======== Records provided ========

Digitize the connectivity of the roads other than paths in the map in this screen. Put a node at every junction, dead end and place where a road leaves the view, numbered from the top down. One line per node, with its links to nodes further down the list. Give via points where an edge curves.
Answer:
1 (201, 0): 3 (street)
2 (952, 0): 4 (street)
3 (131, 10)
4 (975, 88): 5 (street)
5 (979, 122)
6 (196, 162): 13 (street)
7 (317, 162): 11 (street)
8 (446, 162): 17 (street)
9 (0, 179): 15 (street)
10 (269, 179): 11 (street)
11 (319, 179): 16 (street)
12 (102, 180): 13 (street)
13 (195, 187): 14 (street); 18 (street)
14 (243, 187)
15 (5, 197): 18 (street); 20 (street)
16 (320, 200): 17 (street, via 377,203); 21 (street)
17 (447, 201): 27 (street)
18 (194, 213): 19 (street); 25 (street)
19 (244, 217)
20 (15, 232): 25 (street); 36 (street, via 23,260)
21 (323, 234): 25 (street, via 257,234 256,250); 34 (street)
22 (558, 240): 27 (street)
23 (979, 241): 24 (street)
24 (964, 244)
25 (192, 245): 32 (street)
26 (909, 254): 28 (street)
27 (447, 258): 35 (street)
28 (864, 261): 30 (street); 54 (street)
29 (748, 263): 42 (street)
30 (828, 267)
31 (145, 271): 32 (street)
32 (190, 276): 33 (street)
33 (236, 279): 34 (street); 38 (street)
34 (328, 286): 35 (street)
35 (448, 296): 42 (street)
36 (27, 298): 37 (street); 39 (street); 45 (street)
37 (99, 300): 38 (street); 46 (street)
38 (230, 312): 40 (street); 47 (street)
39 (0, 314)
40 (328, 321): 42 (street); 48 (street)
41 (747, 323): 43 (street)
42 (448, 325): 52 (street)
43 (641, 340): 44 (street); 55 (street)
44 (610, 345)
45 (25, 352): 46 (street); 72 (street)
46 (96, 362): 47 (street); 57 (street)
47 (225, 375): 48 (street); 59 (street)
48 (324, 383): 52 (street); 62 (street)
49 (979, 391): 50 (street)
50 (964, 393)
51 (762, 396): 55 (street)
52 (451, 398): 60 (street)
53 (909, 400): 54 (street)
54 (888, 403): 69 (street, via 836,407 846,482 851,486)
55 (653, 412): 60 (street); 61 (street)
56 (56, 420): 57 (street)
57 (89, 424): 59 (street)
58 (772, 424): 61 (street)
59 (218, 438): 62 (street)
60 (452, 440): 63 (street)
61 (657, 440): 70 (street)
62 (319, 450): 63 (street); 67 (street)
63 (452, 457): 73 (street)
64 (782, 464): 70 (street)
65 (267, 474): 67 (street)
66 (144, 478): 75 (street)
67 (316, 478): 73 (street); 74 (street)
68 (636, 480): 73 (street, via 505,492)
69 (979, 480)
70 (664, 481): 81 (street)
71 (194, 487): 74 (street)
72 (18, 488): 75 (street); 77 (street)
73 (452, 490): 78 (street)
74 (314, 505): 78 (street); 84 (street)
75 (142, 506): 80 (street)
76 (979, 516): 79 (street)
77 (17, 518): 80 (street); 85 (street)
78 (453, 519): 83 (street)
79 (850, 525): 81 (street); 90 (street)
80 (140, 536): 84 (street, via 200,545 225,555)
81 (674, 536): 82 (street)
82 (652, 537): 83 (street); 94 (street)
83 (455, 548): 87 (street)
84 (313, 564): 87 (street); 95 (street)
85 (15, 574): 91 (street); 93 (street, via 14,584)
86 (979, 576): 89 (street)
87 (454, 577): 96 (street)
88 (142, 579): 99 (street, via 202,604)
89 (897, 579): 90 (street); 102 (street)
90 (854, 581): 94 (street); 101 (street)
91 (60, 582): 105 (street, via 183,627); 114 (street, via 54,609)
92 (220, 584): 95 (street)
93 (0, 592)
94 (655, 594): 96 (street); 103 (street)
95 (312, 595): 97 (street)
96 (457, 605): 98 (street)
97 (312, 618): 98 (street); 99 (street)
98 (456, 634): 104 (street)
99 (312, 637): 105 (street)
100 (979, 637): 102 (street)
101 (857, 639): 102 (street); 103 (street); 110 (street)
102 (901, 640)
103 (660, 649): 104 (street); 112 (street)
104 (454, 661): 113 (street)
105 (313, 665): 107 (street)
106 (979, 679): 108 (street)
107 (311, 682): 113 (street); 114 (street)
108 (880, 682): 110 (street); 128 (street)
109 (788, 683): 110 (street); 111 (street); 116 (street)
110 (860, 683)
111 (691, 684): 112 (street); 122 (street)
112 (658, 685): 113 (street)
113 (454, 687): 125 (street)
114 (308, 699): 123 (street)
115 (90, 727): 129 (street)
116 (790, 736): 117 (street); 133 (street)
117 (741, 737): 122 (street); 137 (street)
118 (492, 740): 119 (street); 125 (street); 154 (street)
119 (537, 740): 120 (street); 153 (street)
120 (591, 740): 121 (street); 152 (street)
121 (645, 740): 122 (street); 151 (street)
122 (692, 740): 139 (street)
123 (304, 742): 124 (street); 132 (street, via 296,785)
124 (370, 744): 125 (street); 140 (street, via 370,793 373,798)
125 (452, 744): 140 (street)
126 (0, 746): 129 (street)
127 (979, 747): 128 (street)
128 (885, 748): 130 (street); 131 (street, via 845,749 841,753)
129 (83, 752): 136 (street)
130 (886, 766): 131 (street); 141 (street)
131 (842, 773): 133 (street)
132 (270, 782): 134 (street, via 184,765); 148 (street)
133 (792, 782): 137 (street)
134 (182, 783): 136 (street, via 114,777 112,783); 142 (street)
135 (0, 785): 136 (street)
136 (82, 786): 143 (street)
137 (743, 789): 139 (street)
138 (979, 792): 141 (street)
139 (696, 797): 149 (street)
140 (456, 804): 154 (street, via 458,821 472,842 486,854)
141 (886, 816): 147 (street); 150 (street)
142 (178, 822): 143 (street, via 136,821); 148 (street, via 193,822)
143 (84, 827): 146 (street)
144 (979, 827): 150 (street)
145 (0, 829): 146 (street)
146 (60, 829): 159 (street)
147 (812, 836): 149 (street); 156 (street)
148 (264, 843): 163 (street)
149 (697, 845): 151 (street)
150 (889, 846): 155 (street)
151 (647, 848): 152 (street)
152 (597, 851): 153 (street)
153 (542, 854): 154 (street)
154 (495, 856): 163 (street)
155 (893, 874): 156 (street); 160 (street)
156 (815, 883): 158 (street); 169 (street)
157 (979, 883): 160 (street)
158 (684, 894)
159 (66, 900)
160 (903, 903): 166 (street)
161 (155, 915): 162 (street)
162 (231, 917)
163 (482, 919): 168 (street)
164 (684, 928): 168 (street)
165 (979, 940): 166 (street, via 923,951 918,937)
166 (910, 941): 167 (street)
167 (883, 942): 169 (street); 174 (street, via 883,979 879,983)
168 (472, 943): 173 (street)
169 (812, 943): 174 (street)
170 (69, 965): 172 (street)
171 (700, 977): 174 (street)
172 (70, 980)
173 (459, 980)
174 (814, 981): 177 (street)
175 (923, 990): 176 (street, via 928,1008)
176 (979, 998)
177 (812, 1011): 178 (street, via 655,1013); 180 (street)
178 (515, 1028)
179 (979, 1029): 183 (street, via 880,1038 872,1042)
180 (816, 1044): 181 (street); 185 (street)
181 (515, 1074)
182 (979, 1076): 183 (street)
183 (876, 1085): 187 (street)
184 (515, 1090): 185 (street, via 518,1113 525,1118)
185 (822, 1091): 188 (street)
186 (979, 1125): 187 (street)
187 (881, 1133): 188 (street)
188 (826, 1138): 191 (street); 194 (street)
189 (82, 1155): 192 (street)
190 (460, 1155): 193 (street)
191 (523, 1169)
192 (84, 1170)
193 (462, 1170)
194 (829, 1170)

========

Problem description: Transcribe all of the material exactly. Omit nothing.

Answer to the problem:
Digitize the connectivity of the roads other than paths in the map in this screen. Put a node at every junction, dead end and place where a road leaves the view, numbered from the top down. One line per node, with its links to nodes further down the list. Give via points where an edge curves.
Answer:
1 (201, 0): 3 (street)
2 (952, 0): 4 (street)
3 (131, 10)
4 (975, 88): 5 (street)
5 (979, 122)
6 (196, 162): 13 (street)
7 (317, 162): 11 (street)
8 (446, 162): 17 (street)
9 (0, 179): 15 (street)
10 (269, 179): 11 (street)
11 (319, 179): 16 (street)
12 (102, 180): 13 (street)
13 (195, 187): 14 (street); 18 (street)
14 (243, 187)
15 (5, 197): 18 (street); 20 (street)
16 (320, 200): 17 (street, via 377,203); 21 (street)
17 (447, 201): 27 (street)
18 (194, 213): 19 (street); 25 (street)
19 (244, 217)
20 (15, 232): 25 (street); 36 (street, via 23,260)
21 (323, 234): 25 (street, via 257,234 256,250); 34 (street)
22 (558, 240): 27 (street)
23 (979, 241): 24 (street)
24 (964, 244)
25 (192, 245): 32 (street)
26 (909, 254): 28 (street)
27 (447, 258): 35 (street)
28 (864, 261): 30 (street); 54 (street)
29 (748, 263): 42 (street)
30 (828, 267)
31 (145, 271): 32 (street)
32 (190, 276): 33 (street)
33 (236, 279): 34 (street); 38 (street)
34 (328, 286): 35 (street)
35 (448, 296): 42 (street)
36 (27, 298): 37 (street); 39 (street); 45 (street)
37 (99, 300): 38 (street); 46 (street)
38 (230, 312): 40 (street); 47 (street)
39 (0, 314)
40 (328, 321): 42 (street); 48 (street)
41 (747, 323): 43 (street)
42 (448, 325): 52 (street)
43 (641, 340): 44 (street); 55 (street)
44 (610, 345)
45 (25, 352): 46 (street); 72 (street)
46 (96, 362): 47 (street); 57 (street)
47 (225, 375): 48 (street); 59 (street)
48 (324, 383): 52 (street); 62 (street)
49 (979, 391): 50 (street)
50 (964, 393)
51 (762, 396): 55 (street)
52 (451, 398): 60 (street)
53 (909, 400): 54 (street)
54 (888, 403): 69 (street, via 836,407 846,482 851,486)
55 (653, 412): 60 (street); 61 (street)
56 (56, 420): 57 (street)
57 (89, 424): 59 (street)
58 (772, 424): 61 (street)
59 (218, 438): 62 (street)
60 (452, 440): 63 (street)
61 (657, 440): 70 (street)
62 (319, 450): 63 (street); 67 (street)
63 (452, 457): 73 (street)
64 (782, 464): 70 (street)
65 (267, 474): 67 (street)
66 (144, 478): 75 (street)
67 (316, 478): 73 (street); 74 (street)
68 (636, 480): 73 (street, via 505,492)
69 (979, 480)
70 (664, 481): 81 (street)
71 (194, 487): 74 (street)
72 (18, 488): 75 (street); 77 (street)
73 (452, 490): 78 (street)
74 (314, 505): 78 (street); 84 (street)
75 (142, 506): 80 (street)
76 (979, 516): 79 (street)
77 (17, 518): 80 (street); 85 (street)
78 (453, 519): 83 (street)
79 (850, 525): 81 (street); 90 (street)
80 (140, 536): 84 (street, via 200,545 225,555)
81 (674, 536): 82 (street)
82 (652, 537): 83 (street); 94 (street)
83 (455, 548): 87 (street)
84 (313, 564): 87 (street); 95 (street)
85 (15, 574): 91 (street); 93 (street, via 14,584)
86 (979, 576): 89 (street)
87 (454, 577): 96 (street)
88 (142, 579): 99 (street, via 202,604)
89 (897, 579): 90 (street); 102 (street)
90 (854, 581): 94 (street); 101 (street)
91 (60, 582): 105 (street, via 183,627); 114 (street, via 54,609)
92 (220, 584): 95 (street)
93 (0, 592)
94 (655, 594): 96 (street); 103 (street)
95 (312, 595): 97 (street)
96 (457, 605): 98 (street)
97 (312, 618): 98 (street); 99 (street)
98 (456, 634): 104 (street)
99 (312, 637): 105 (street)
100 (979, 637): 102 (street)
101 (857, 639): 102 (street); 103 (street); 110 (street)
102 (901, 640)
103 (660, 649): 104 (street); 112 (street)
104 (454, 661): 113 (street)
105 (313, 665): 107 (street)
106 (979, 679): 108 (street)
107 (311, 682): 113 (street); 114 (street)
108 (880, 682): 110 (street); 128 (street)
109 (788, 683): 110 (street); 111 (street); 116 (street)
110 (860, 683)
111 (691, 684): 112 (street); 122 (street)
112 (658, 685): 113 (street)
113 (454, 687): 125 (street)
114 (308, 699): 123 (street)
115 (90, 727): 129 (street)
116 (790, 736): 117 (street); 133 (street)
117 (741, 737): 122 (street); 137 (street)
118 (492, 740): 119 (street); 125 (street); 154 (street)
119 (537, 740): 120 (street); 153 (street)
120 (591, 740): 121 (street); 152 (street)
121 (645, 740): 122 (street); 151 (street)
122 (692, 740): 139 (street)
123 (304, 742): 124 (street); 132 (street, via 296,785)
124 (370, 744): 125 (street); 140 (street, via 370,793 373,798)
125 (452, 744): 140 (street)
126 (0, 746): 129 (street)
127 (979, 747): 128 (street)
128 (885, 748): 130 (street); 131 (street, via 845,749 841,753)
129 (83, 752): 136 (street)
130 (886, 766): 131 (street); 141 (street)
131 (842, 773): 133 (street)
132 (270, 782): 134 (street, via 184,765); 148 (street)
133 (792, 782): 137 (street)
134 (182, 783): 136 (street, via 114,777 112,783); 142 (street)
135 (0, 785): 136 (street)
136 (82, 786): 143 (street)
137 (743, 789): 139 (street)
138 (979, 792): 141 (street)
139 (696, 797): 149 (street)
140 (456, 804): 154 (street, via 458,821 472,842 486,854)
141 (886, 816): 147 (street); 150 (street)
142 (178, 822): 143 (street, via 136,821); 148 (street, via 193,822)
143 (84, 827): 146 (street)
144 (979, 827): 150 (street)
145 (0, 829): 146 (street)
146 (60, 829): 159 (street)
147 (812, 836): 149 (street); 156 (street)
148 (264, 843): 163 (street)
149 (697, 845): 151 (street)
150 (889, 846): 155 (street)
151 (647, 848): 152 (street)
152 (597, 851): 153 (street)
153 (542, 854): 154 (street)
154 (495, 856): 163 (street)
155 (893, 874): 156 (street); 160 (street)
156 (815, 883): 158 (street); 169 (street)
157 (979, 883): 160 (street)
158 (684, 894)
159 (66, 900)
160 (903, 903): 166 (street)
161 (155, 915): 162 (street)
162 (231, 917)
163 (482, 919): 168 (street)
164 (684, 928): 168 (street)
165 (979, 940): 166 (street, via 923,951 918,937)
166 (910, 941): 167 (street)
167 (883, 942): 169 (street); 174 (street, via 883,979 879,983)
168 (472, 943): 173 (street)
169 (812, 943): 174 (street)
170 (69, 965): 172 (street)
171 (700, 977): 174 (street)
172 (70, 980)
173 (459, 980)
174 (814, 981): 177 (street)
175 (923, 990): 176 (street, via 928,1008)
176 (979, 998)
177 (812, 1011): 178 (street, via 655,1013); 180 (street)
178 (515, 1028)
179 (979, 1029): 183 (street, via 880,1038 872,1042)
180 (816, 1044): 181 (street); 185 (street)
181 (515, 1074)
182 (979, 1076): 183 (street)
183 (876, 1085): 187 (street)
184 (515, 1090): 185 (street, via 518,1113 525,1118)
185 (822, 1091): 188 (street)
186 (979, 1125): 187 (street)
187 (881, 1133): 188 (street)
188 (826, 1138): 191 (street); 194 (street)
189 (82, 1155): 192 (street)
190 (460, 1155): 193 (street)
191 (523, 1169)
192 (84, 1170)
193 (462, 1170)
194 (829, 1170)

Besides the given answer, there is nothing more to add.